## PySpark Example Fire_Department_Calls_for_Service

## Find Spark

In [1]:
import findspark
findspark.init()
print("Done")

Done


## import

In [57]:
from pyspark import SparkContext, SparkConf
from pyspark.sql import SparkSession
from pyspark.sql.functions import avg, asc, desc
from pyspark.sql.types import *
import pyspark.sql.functions as F

from functools import reduce
import functools

## Create SparkContext, SparkSession

In [3]:
#conf=SparkConf().setMaster("local").setAppName("myApp")
#sc=SparkContext(conf=conf)
sc = SparkContext('local', 'myApp')
spark = SparkSession.builder.getOrCreate()

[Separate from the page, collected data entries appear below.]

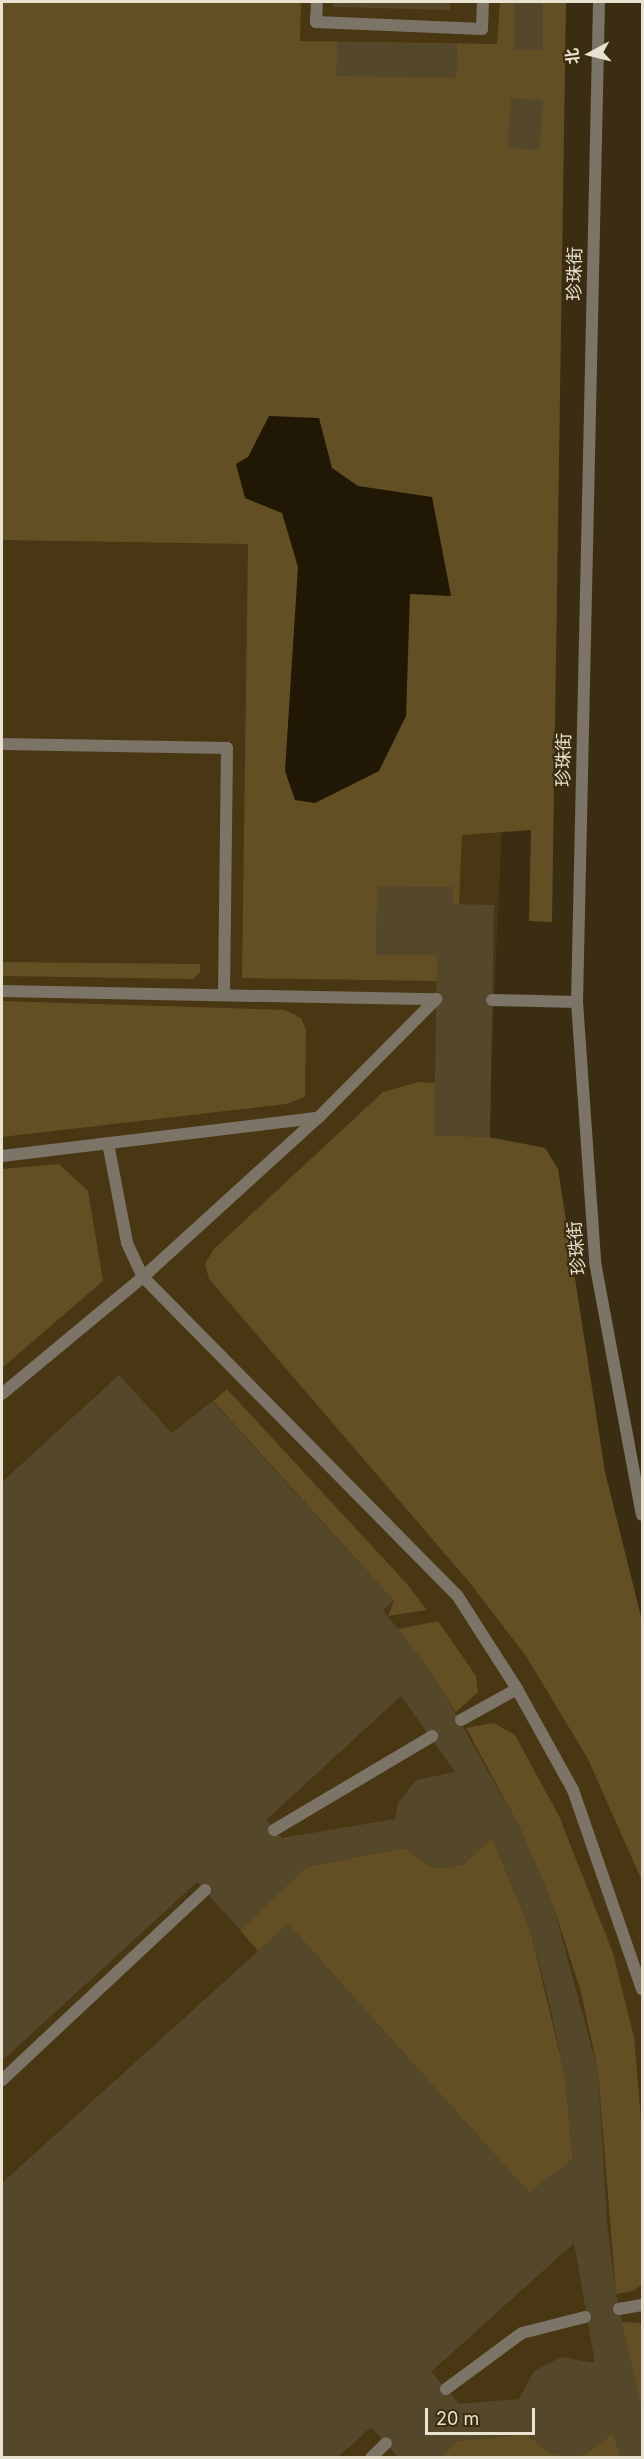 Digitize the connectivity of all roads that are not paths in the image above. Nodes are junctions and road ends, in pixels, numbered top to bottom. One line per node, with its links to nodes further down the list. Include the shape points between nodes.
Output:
1 (317, 2): 2 (street, via 316,22 482,29)
2 (483, 2)
3 (599, 2): 8 (street, 珍珠街)
4 (2, 744): 6 (street, via 227,748)
5 (2, 991): 6 (street)
6 (224, 995): 9 (street, via 436,999)
7 (492, 1000): 8 (street)
8 (577, 1002): 14 (street, 珍珠街, via 595,1262)
9 (318, 1119): 10 (street); 12 (street)
10 (108, 1143): 11 (street); 12 (street, via 127,1243)
11 (2, 1156)
12 (143, 1277): 13 (street); 15 (street, via 457,1595)
13 (2, 1394)
14 (642, 1515)
15 (517, 1689): 16 (street); 20 (street, via 573,1790)
16 (461, 1720)
17 (432, 1736): 18 (street)
18 (274, 1830)
19 (205, 1890): 21 (street)
20 (642, 1989)
21 (2, 2080)
22 (642, 2306): 23 (street)
23 (619, 2309)
24 (585, 2317): 25 (street, via 522,2333)
25 (446, 2389)
26 (386, 2443): 27 (street)
27 (371, 2457)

## Read .csv data to DataFrame

### Define a schema 

In [4]:
fireschema = StructType([StructField('Call Number', IntegerType(), True),
                     StructField('Unit ID', StringType(), True),
                     StructField('Incident Number', IntegerType(), True),
                     StructField('Call Type', StringType(), True),                  
                     StructField('Call Date', StringType(), True),       
                     StructField('Watch Date', StringType(), True),       
                     StructField('Received DtTm', StringType(), True),       
                     StructField('Entry DtTm', StringType(), True),       
                     StructField('Dispatch DtTm', StringType(), True),       
                     StructField('Response DtTm', StringType(), True),       
                     StructField('On Scene DtTm', StringType(), True),       
                     StructField('Transport DtTm', StringType(), True),                  
                     StructField('Hospital DtTm', StringType(), True),       
                     StructField('Call Final Disposition', StringType(), True),       
                     StructField('Available DtTm', StringType(), True),       
                     StructField('Address', StringType(), True),       
                     StructField('City', StringType(), True),       
                     StructField('Zipcode of Incident', IntegerType(), True),       
                     StructField('Battalion', StringType(), True),                 
                     StructField('Station Area', StringType(), True),       
                     StructField('Box', StringType(), True),       
                     StructField('Original Priority', StringType(), True),       
                     StructField('Priority', StringType(), True),       
                     StructField('Final Priority', IntegerType(), True),       
                     StructField('ALS Unit', BooleanType(), True),       
                     StructField('Call Type Group', StringType(), True),
                     StructField('Number of Alarms', IntegerType(), True),
                     StructField('Unit Type', StringType(), True),
                     StructField('Unit sequence in call dispatch', IntegerType(), True),
                     StructField('Fire Prevention District', StringType(), True),
                     StructField('Supervisor District', StringType(), True),
                     StructField('Neighborhood District', StringType(), True),
                     StructField('Location', StringType(), True),
                     StructField('RowID', StringType(), True)])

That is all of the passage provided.